-- MATERIAL FOR THIS EXERCISE --

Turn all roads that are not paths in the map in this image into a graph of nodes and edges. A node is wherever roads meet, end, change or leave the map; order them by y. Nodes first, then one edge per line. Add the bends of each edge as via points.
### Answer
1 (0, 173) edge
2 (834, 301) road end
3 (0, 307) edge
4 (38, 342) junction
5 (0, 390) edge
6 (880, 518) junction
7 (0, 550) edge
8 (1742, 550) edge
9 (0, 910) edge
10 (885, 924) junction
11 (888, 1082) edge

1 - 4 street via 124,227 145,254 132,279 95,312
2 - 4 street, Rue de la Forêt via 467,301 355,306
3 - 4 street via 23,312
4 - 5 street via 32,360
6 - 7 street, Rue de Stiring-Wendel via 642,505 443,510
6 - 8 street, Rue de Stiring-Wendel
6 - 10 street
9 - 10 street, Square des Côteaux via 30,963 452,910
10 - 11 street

-- WHAT YOU NEED TO DO --
Output all of the data exactly.

-- YOUR SOLUTION --
Turn all roads that are not paths in the map in this image into a graph of nodes and edges. A node is wherever roads meet, end, change or leave the map; order them by y. Nodes first, then one edge per line. Add the bends of each edge as via points.
### Answer
1 (0, 173) edge
2 (834, 301) road end
3 (0, 307) edge
4 (38, 342) junction
5 (0, 390) edge
6 (880, 518) junction
7 (0, 550) edge
8 (1742, 550) edge
9 (0, 910) edge
10 (885, 924) junction
11 (888, 1082) edge

1 - 4 street via 124,227 145,254 132,279 95,312
2 - 4 street, Rue de la Forêt via 467,301 355,306
3 - 4 street via 23,312
4 - 5 street via 32,360
6 - 7 street, Rue de Stiring-Wendel via 642,505 443,510
6 - 8 street, Rue de Stiring-Wendel
6 - 10 street
9 - 10 street, Square des Côteaux via 30,963 452,910
10 - 11 street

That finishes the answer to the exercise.